We now know how badly the FBI let down victims of Larry Nassar and we should never forget it

At Wednesday’s Senate hearing on the FBI’s failure to act on reports of sexual abuse against Larry Nassar, several high-profile gymnasts and survivors, including Maggie Nichols, McKayla Maroney, Simone Biles, and Aly Raisman, made an appearance. And what an appearance it was. The sportswomen delivered searing indictments on how the justice system, as well as national gymnastics and Olympics organizations, not only failed to protect them but took deliberate steps to protect their abuser. It was not just a question of inaction, they said: it was a question of intent. The testimony is a window into how institutions at every level do not just enable abuse, they empower it.

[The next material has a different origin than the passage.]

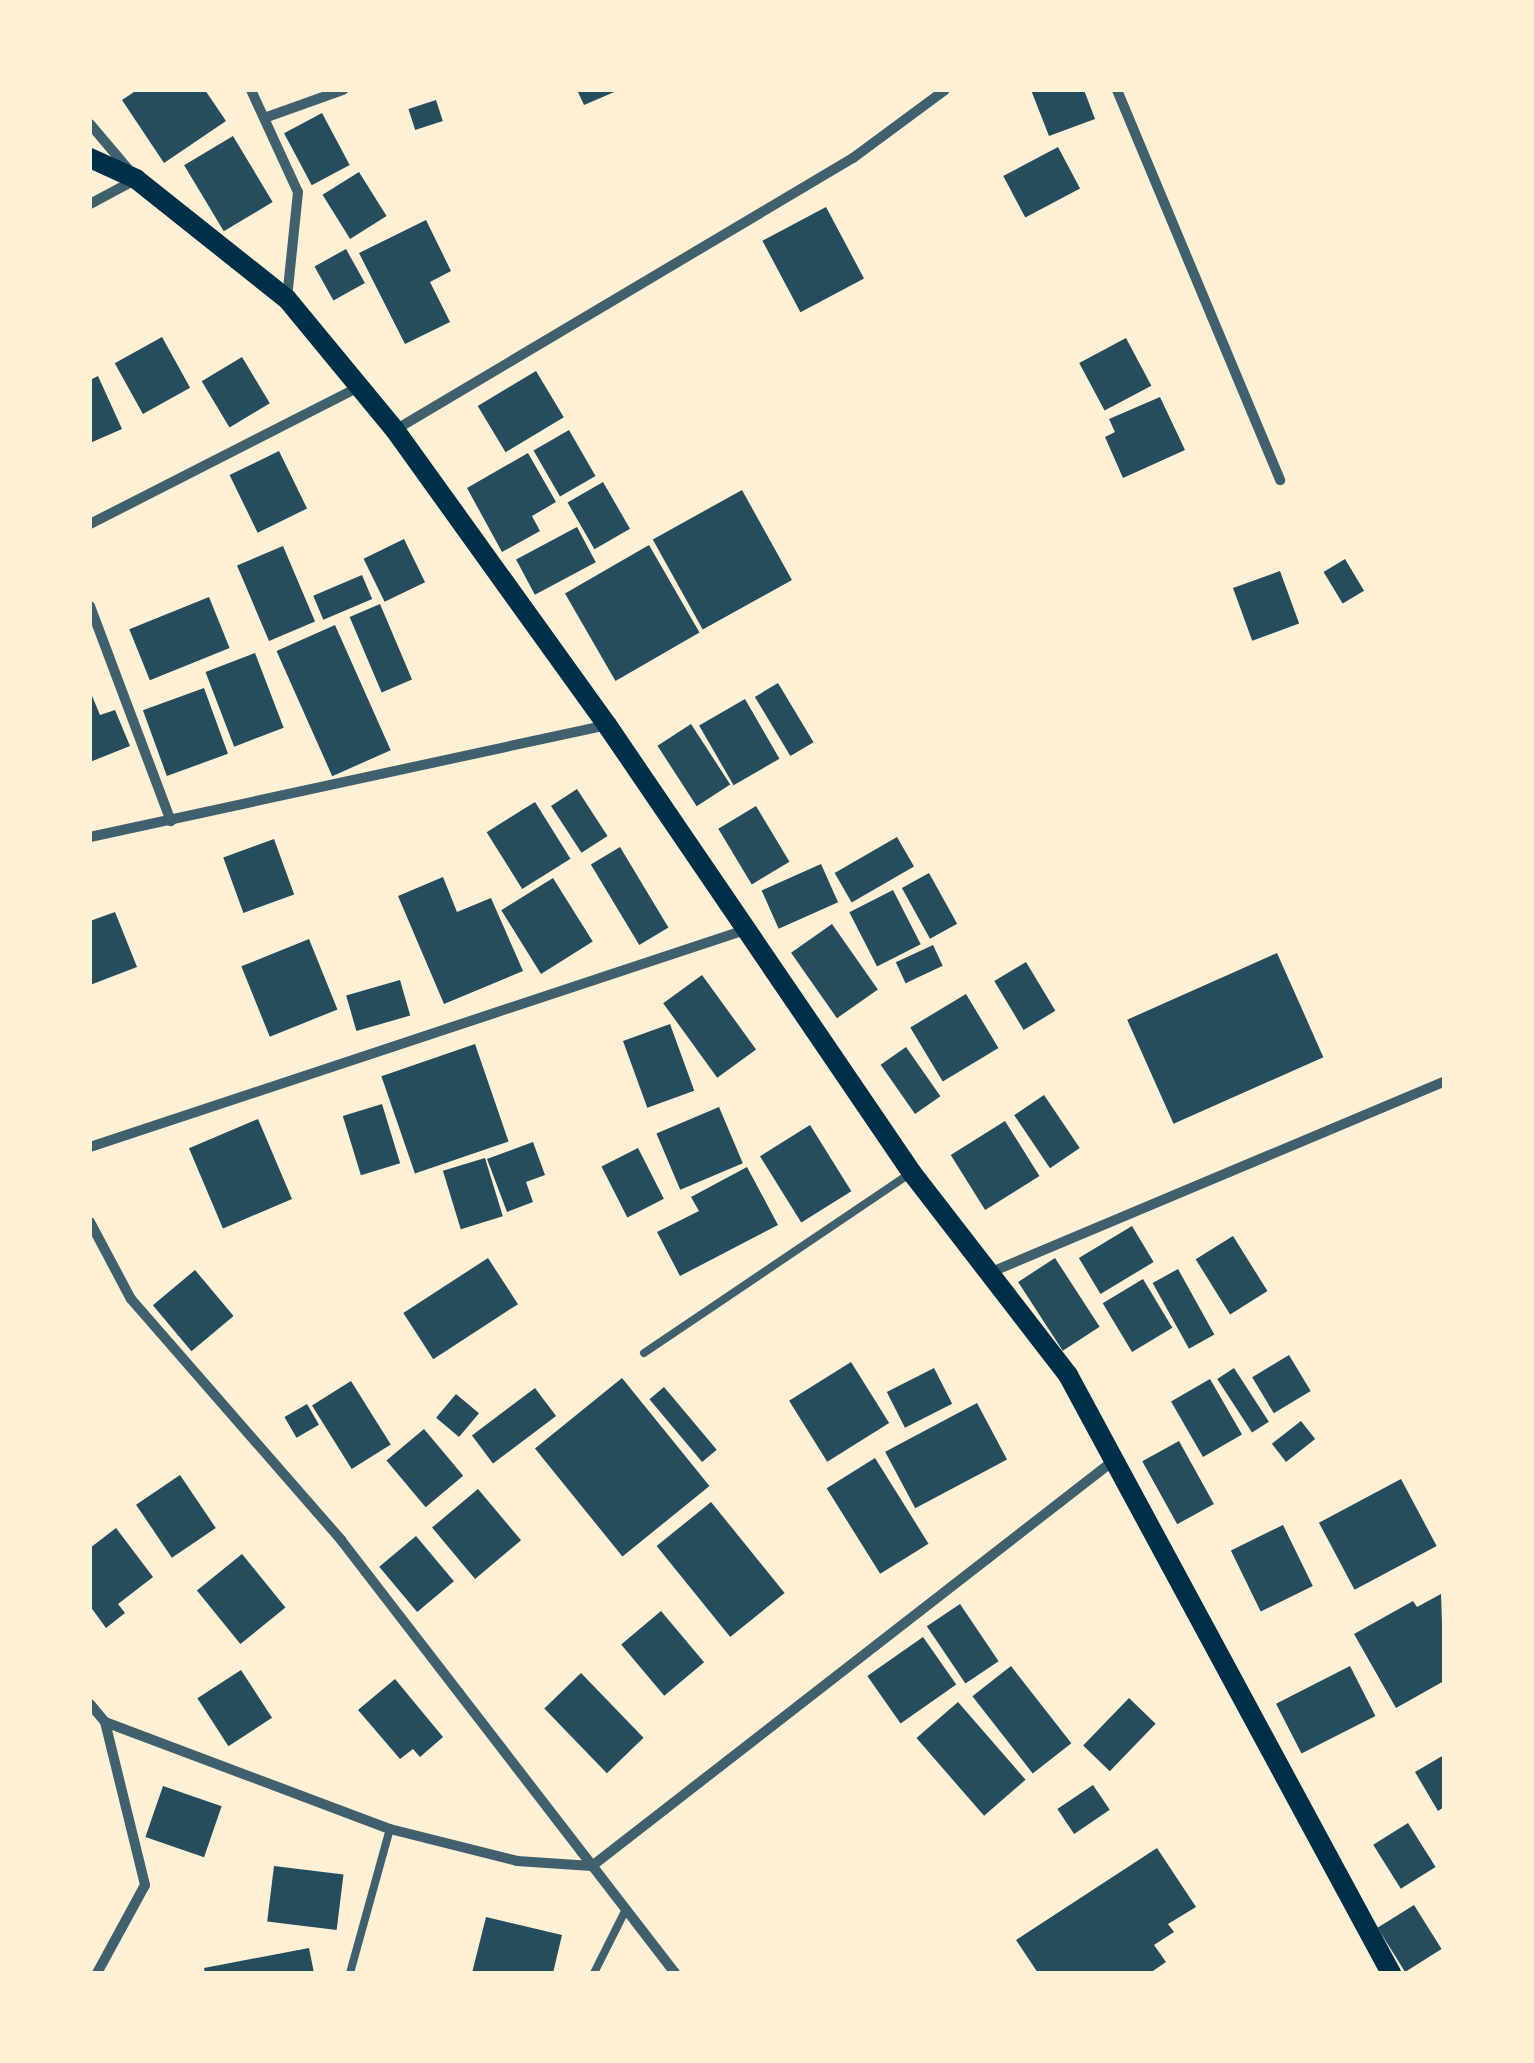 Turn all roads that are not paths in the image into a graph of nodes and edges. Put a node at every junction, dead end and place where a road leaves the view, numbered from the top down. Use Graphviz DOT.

Rhetorically, we align rapists and pedophiles with murderers as the worst of criminals. Yet nearly every institution of power has mechanisms to protect abusers and perpetrators of sexual assault. And for all FBI Director Christopher Wray’s insistence that the FBI’s actions in this case are an aberration, and not reflective of the “ferocious dedication” he sees from other FBI agents every day, members of the Senate Judiciary Committee pressed him on the FBI’s many failures to adequately pursue sexual assault cases, or even take them seriously. One question repeated by the gymnasts as well as Senators was why the FBI agents responsible had not been held to account.

In their opening statements, Nichols, Maroney, Biles, and Raisman each emphasized how it was not just Nassar who failed them. It was many powerful institutions who were supposed to protect them — the FBI, USA Gymnastics (USAG), and the United States Olympic and Paralympic Committee (USOPC) — instead worked together to protect each other at their expense. Victims had reported Nassar’s abuse to the FBI in 2015, yet it took over a year for them to act on these reports. The Inspector General’s investigation into the FBI found that the agent in charge of the case, Jay Abbott, had been angling for a job within USAG.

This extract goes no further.